Las dos veces que he visitado este lugar, me ha venido a la mente aquella escena de El secreto de sus ojos, de Juan José Campanella, donde los policías persiguen al sospechoso en un estadio de futbol. Hombres y mujeres, uniformados con camisa rosa, llevan entre manos una pequeña lámpara con la que te guían a través de la oscuridad de los pasillos hasta llevarte a tu asiento. Me viene a la mente la palabra usher (término usado en inglés para este empleo) y me pregunto si hay un equivalente en nuestro idioma. No lo sé.

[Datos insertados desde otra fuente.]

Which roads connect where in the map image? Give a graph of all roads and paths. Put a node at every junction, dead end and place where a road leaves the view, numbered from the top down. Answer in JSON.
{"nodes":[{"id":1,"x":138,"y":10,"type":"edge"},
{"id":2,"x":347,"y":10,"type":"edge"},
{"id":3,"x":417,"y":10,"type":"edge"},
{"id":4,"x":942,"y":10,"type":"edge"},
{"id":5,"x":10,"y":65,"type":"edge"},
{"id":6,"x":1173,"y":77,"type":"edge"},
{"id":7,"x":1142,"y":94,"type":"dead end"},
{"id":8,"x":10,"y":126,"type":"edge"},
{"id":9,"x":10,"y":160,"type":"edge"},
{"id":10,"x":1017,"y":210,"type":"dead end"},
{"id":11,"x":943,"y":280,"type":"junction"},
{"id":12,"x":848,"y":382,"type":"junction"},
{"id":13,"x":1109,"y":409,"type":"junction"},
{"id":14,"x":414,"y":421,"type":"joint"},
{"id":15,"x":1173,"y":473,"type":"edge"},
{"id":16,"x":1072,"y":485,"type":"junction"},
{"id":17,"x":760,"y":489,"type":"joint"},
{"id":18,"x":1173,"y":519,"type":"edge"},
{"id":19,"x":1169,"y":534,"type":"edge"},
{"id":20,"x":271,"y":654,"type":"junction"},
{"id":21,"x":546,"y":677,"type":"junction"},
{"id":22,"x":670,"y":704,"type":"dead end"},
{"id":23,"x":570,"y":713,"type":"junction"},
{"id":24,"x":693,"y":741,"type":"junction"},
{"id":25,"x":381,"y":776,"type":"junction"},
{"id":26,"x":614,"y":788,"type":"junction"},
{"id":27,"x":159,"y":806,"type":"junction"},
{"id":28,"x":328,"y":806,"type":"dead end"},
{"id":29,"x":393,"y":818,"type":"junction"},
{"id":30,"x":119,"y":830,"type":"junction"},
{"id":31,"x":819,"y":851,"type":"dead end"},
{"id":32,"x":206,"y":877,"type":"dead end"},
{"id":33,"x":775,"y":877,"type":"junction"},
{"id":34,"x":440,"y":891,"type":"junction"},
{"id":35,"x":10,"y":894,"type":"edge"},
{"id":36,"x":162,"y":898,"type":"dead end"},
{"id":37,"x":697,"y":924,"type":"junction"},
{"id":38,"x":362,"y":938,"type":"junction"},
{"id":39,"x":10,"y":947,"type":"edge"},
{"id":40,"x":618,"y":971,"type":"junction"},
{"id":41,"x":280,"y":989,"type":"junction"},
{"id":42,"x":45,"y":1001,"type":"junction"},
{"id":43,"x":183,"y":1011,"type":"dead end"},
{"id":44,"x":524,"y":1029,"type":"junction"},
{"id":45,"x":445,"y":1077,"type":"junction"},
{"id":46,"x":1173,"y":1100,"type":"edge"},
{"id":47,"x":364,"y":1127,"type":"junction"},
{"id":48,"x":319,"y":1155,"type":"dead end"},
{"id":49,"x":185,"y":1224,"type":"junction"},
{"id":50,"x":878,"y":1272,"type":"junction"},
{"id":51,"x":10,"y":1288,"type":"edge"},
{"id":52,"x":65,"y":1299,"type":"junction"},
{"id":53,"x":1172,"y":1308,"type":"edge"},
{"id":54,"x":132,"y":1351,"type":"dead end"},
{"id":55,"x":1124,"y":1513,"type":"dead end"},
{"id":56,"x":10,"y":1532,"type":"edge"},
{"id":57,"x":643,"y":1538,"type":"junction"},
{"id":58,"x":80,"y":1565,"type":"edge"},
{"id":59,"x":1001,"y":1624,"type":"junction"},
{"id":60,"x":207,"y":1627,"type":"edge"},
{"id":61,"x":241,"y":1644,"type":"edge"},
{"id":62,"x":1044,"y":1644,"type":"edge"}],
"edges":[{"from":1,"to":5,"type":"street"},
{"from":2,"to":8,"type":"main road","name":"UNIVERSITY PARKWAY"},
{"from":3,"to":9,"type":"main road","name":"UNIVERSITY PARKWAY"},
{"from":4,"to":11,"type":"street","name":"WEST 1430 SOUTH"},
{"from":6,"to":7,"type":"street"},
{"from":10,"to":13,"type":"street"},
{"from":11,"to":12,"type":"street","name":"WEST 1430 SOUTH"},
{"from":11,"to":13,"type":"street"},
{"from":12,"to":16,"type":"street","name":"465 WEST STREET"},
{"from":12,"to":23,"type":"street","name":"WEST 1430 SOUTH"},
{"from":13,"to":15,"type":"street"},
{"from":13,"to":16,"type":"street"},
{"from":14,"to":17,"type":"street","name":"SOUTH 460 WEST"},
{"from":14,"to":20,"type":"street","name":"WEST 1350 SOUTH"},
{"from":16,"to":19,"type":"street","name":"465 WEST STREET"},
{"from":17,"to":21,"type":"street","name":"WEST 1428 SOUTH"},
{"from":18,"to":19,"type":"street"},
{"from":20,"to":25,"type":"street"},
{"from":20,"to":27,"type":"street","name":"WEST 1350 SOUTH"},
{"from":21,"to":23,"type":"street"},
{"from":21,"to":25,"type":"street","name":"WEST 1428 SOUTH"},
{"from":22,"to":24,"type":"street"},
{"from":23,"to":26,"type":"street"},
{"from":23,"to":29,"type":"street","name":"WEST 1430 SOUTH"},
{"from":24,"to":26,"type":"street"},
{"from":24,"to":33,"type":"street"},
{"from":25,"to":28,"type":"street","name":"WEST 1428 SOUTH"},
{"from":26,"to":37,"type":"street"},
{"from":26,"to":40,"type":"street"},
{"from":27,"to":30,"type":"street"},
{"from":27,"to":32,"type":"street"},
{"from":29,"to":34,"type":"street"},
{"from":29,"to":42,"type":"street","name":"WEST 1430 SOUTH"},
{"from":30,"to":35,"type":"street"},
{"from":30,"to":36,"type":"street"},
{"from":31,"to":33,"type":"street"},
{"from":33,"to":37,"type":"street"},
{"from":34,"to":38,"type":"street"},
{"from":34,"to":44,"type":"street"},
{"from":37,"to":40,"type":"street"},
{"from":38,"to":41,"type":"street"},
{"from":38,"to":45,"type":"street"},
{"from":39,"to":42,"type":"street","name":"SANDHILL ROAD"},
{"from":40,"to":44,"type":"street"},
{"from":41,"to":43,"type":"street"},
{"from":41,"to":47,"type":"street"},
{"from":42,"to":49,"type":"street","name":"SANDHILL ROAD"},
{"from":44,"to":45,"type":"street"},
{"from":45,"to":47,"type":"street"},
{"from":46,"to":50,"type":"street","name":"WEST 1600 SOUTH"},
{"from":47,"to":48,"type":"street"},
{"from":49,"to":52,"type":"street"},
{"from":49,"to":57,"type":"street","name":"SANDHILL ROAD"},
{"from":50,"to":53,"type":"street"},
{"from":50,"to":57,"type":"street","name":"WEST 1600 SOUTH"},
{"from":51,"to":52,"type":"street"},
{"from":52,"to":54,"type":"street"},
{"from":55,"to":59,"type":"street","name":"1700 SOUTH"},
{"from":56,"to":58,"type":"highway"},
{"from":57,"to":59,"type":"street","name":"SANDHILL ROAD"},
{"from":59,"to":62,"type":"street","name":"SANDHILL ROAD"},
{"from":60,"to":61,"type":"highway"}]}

Esta vez, como si ya fuera una costumbre (rectifico: para mi amigo sí es una costumbre asistir a conciertos, algunos en este mismo lugar) hallamos nuestros lugares sin ayuda de los empleados. Las bancas son incómodas y, a decir verdad, a mí el aspecto del sitio me parece deplorable en general; creo que no le vendría mal algo de limpieza y pintura. Claro, los que asisten a los eventos, y llevan en la garganta un ramillete de gritos que desean lanzar a los autores de su música favorita, poco reparan en estos detalles.
—¿Y quién va a abrir el concierto?
—Nadie —contesta mi amigo, mientras toma una fotografía del escenario aún vacío— sólo serán ellos.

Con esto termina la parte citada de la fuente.